The Dems: Sanders still has a comfortable lead in New Hampshire. The average for January is a 10.2 point lead, the median poll says 9 points. The Confidence of Victory method would give Bernie a 98% chance to come in first, but historically New Hampshire splits the delegates proportionally in both the Democratic and Republican contests; for the Democrats, the threshold to get delegates is 15%. For the Republicans, it is 10%. On the Democratic side, this means Martin O'Malley is shit out of luck. 15% for him would be a miracle.
The GOP: There is no drama for the first place finish like there is in Iowa, but the second through sixth contest has drama because of the 10% threshold.
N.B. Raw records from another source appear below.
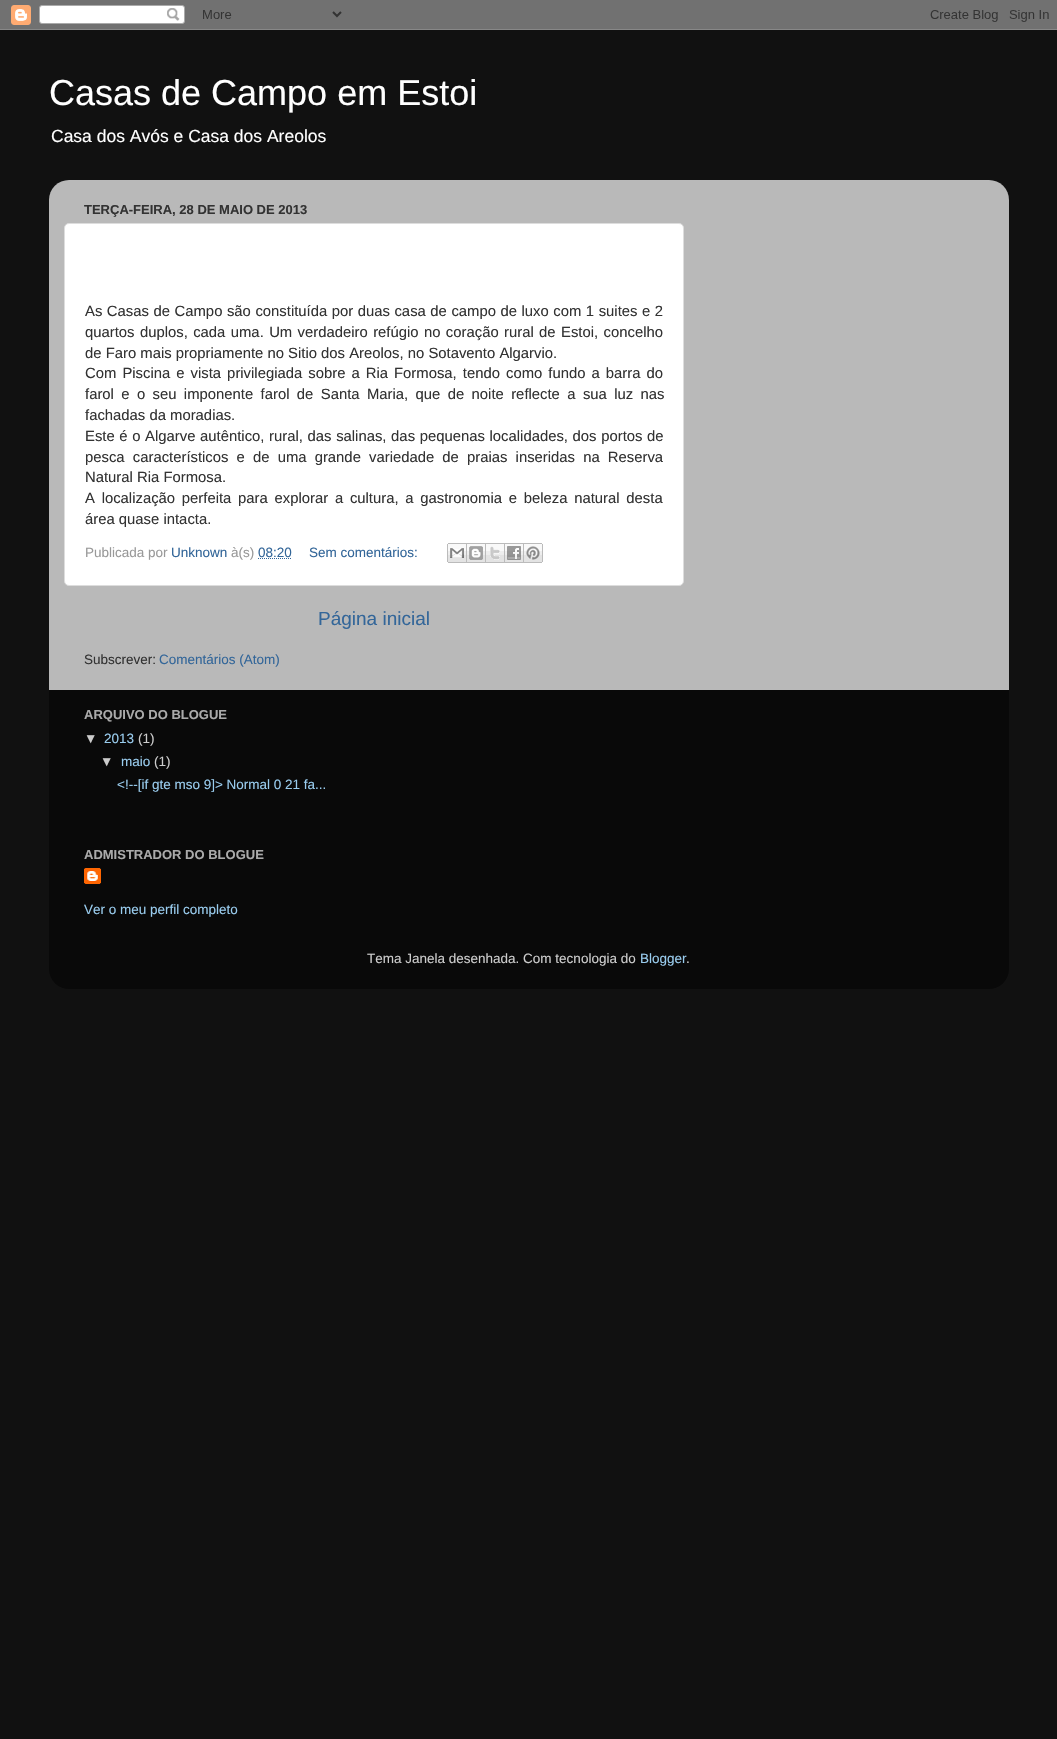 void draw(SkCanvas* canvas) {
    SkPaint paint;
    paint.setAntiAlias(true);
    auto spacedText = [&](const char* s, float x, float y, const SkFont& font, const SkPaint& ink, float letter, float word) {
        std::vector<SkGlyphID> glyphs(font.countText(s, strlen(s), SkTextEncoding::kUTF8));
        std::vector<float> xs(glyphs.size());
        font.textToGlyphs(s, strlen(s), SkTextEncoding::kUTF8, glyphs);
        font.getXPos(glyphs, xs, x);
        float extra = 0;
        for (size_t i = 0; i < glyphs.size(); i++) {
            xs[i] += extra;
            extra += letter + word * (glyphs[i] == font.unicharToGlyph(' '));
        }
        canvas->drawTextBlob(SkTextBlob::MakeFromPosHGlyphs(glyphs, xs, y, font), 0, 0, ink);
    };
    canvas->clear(0xFF111111);
    canvas->drawImageRect(SkImages::DeferredFromEncodedData(SkData::MakeFromFileName("img1.png")), SkRect::MakeXYWH(0, 0, 1057, 30), SkSamplingOptions());
    SkFont font1(fontMgr->matchFamilyStyle("Liberation Sans", SkFontStyle::Normal()), 36);
    font1.setSubpixel(true);
    paint.setColor(0xFFFFFFFF);
    canvas->drawString("Casas de Campo em Estoi", 49, 105, font1, paint);
    SkFont font2(fontMgr->matchFamilyStyle("Liberation Sans", SkFontStyle::Normal()), 17.5f);
    font2.setSubpixel(true);
    canvas->drawString("Casa dos Avós e Casa dos Areolos", 51, 142, font2, paint);
    canvas->drawImageRect(SkImages::DeferredFromEncodedData(SkData::MakeFromFileName("img2.png")), SkRect::MakeXYWH(49, 180, 960, 510), SkSamplingOptions());
    SkFont font3(fontMgr->matchFamilyStyle("Liberation Sans", SkFontStyle::Bold()), 13);
    font3.setSubpixel(true);
    paint.setColor(0xFF333333);
    canvas->drawString("TERÇA-FEIRA, 28 DE MAIO DE 2013", 84, 214, font3, paint);
    paint.setColor(0xFFFFFFFF);
    canvas->drawRoundRect(SkRect::MakeXYWH(64.5f, 223.5f, 619, 362), 4.5f, 4.5f, paint);
    paint.setStyle(SkPaint::kStroke_Style);
    paint.setStrokeWidth(1);
    paint.setColor(0xFFDDDDDD);
    canvas->drawRoundRect(SkRect::MakeXYWH(64.5f, 223.5f, 619, 362), 4.5f, 4.5f, paint);
    SkFont font4(fontMgr->matchFamilyStyle("Liberation Sans", SkFontStyle::Normal()), 14.85f);
    font4.setSubpixel(true);
    paint.setStyle(SkPaint::kFill_Style);
    paint.setColor(0xFF333333);
    spacedText("As Casas de Campo são constituída por duas casa de campo de luxo com 1 suites e 2", 85, 316, font4, paint, 0, 0.4f);
    spacedText("quartos duplos, cada uma. Um verdadeiro refúgio no coração rural de Estoi, concelho", 85, 337, font4, paint, 0, 1.25f);
    canvas->drawString("de Faro mais propriamente no Sitio dos Areolos, no Sotavento Algarvio.", 85, 358, font4, paint);
    spacedText("Com Piscina e vista privilegiada sobre a Ria Formosa, tendo como fundo a barra do", 85, 378, font4, paint, 0, 1.9f);
    spacedText("farol e o seu imponente farol de Santa Maria, que de noite reflecte a sua luz nas", 85, 399, font4, paint, 0, 3.25f);
    canvas->drawString("fachadas da moradias.", 85, 420, font4, paint);
    spacedText("Este é o Algarve autêntico, rural, das salinas, das pequenas localidades, dos portos de", 85, 441, font4, paint, 0, 0.5f);
    spacedText("pesca característicos e de uma grande variedade de praias inseridas na Reserva", 85, 462, font4, paint, 0, 4);
    canvas->drawString("Natural Ria Formosa.", 85, 482, font4, paint);
    spacedText("A localização perfeita para explorar a cultura, a gastronomia e beleza natural desta", 85, 503, font4, paint, 0, 2.6f);
    canvas->drawString("área quase intacta.", 85, 524, font4, paint);
    SkFont font5(fontMgr->matchFamilyStyle("Liberation Sans", SkFontStyle::Normal()), 13.5f);
    font5.setSubpixel(true);
    paint.setColor(0xFF999999);
    canvas->drawString("Publicada por", 85, 557, font5, paint);
    paint.setColor(0xFF336699);
    canvas->drawString("Unknown", 171, 557, font5, paint);
    paint.setColor(0xFF999999);
    canvas->drawString("à(s)", 231, 557, font5, paint);
    paint.setColor(0xFF336699);
    canvas->drawString("08:20", 258, 557, font5, paint);
    paint.setStyle(SkPaint::kStroke_Style);
    paint.setPathEffect(SkDashPathEffect::Make({{1, 1}}, 0));
    canvas->drawPath(SkPathBuilder().moveTo(258, 558.5f).lineTo(291.5f, 558.5f).detach(), paint);
    paint.setPathEffect(nullptr);
    paint.setStyle(SkPaint::kFill_Style);
    canvas->drawString("Sem comentários:", 309, 557, font5, paint);
    canvas->drawImageRect(SkImages::DeferredFromEncodedData(SkData::MakeFromFileName("img3.png")), SkRect::MakeXYWH(447, 543, 20, 20), SkSamplingOptions());
    canvas->drawImageRect(SkImages::DeferredFromEncodedData(SkData::MakeFromFileName("img4.png")), SkRect::MakeXYWH(467, 543, 19, 20), SkSamplingOptions());
    canvas->drawImageRect(SkImages::DeferredFromEncodedData(SkData::MakeFromFileName("img5.png")), SkRect::MakeXYWH(486, 543, 19, 20), SkSamplingOptions());
    canvas->drawImageRect(SkImages::DeferredFromEncodedData(SkData::MakeFromFileName("img6.png")), SkRect::MakeXYWH(505, 543, 19, 20), SkSamplingOptions());
    canvas->drawImageRect(SkImages::DeferredFromEncodedData(SkData::MakeFromFileName("img7.png")), SkRect::MakeXYWH(524, 543, 19, 20), SkSamplingOptions());
    SkFont font6(fontMgr->matchFamilyStyle("Liberation Sans", SkFontStyle::Normal()), 19);
    font6.setSubpixel(true);
    canvas->drawString("Página inicial", 318, 625, font6, paint);
    paint.setColor(0xFF333333);
    canvas->drawString("Subscrever:", 84, 664, font5, paint);
    paint.setColor(0xFF336699);
    canvas->drawString("Comentários (Atom)", 159, 664, font5, paint);
    canvas->drawImageRect(SkImages::DeferredFromEncodedData(SkData::MakeFromFileName("img8.png")), SkRect::MakeXYWH(49, 690, 960, 299), SkSamplingOptions());
    paint.setColor(0xFFAAAAAA);
    canvas->drawString("ARQUIVO DO BLOGUE", 84, 719, font3, paint);
    paint.setColor(0xFFCCCCCC);
    canvas->drawString("▼", 84, 743, font5, paint);
    paint.setColor(0xFF99CCEE);
    canvas->drawString("2013", 104, 743, font5, paint);
    paint.setColor(0xFFCCCCCC);
    canvas->drawString("(1)", 138, 743, font5, paint);
    canvas->drawString("▼", 100, 766, font5, paint);
    paint.setColor(0xFF99CCEE);
    canvas->drawString("maio", 121, 766, font5, paint);
    paint.setColor(0xFFCCCCCC);
    canvas->drawString("(1)", 154, 766, font5, paint);
    paint.setColor(0xFF99CCEE);
    canvas->drawString("<!--[if gte mso 9]> Normal 0 21 fa...", 117, 789, font5, paint);
    paint.setColor(0xFFAAAAAA);
    canvas->drawString("ADMISTRADOR DO BLOGUE", 84, 859, font3, paint);
    canvas->drawImageRect(SkImages::DeferredFromEncodedData(SkData::MakeFromFileName("img9.png")), SkRect::MakeXYWH(84, 868, 17, 16), SkSamplingOptions());
    paint.setColor(0xFF99CCEE);
    canvas->drawString("Ver o meu perfil completo", 84, 914, font5, paint);
    paint.setColor(0xFFCCCCCC);
    canvas->drawString("Tema Janela desenhada. Com tecnologia do", 367, 963, font5, paint);
    paint.setColor(0xFF99CCEE);
    canvas->drawString("Blogger", 640, 963, font5, paint);
    paint.setColor(0xFFCCCCCC);
    canvas->drawString(".", 686, 963, font5, paint);
}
If the polling data is a fair indication, Rubio, Kasich and Cruz will have enough with Jeb:( and Christie will coming up short. But there is the idea of the confidence interval (or as it is known colloquially, the margin of error) and every one of the five guys in this pack has a measurable chance to succeed or fail.
I will admit that I always thought Trump would have faded by now, but he plays the media like a violin and his voters have not been turned off by anything he has said or done so far. Chuck Grassley introduced him to a crowd in Iowa, and though Grassley didn't endorse him, if the old school Republicans will be seen on the same stage with him, it's a sign the establishment is moving forward in its stages of grief. Bob Dole made a statement condemning Ted 'The Snake' Cruz - it looks like the 'nobody likes him' meme isn't an overstatement - and said Trump would be better than Cruz.
Here's a tiny piece of math the establishment could cling to. In this polling data, the two main outsiders add up to 41.9% and the four establishment Republicans add up to 41.8%. (I'm not counting Fiorina and Carson anymore, as their campaigns show no signs of life.) The thing is no one has really mounted an Anyone But Trump campaign effectively, so even when people drop out - and I expect several people to drop out after Iowa and New Hampshire - even voters whose first choice was someone traditional might switch over to Trump or Cruz, the least palatable candidates in the eyes of the establishment.
To quote Nassim Taleb, a writer I intensely dislike, this does look like a Black Swan event.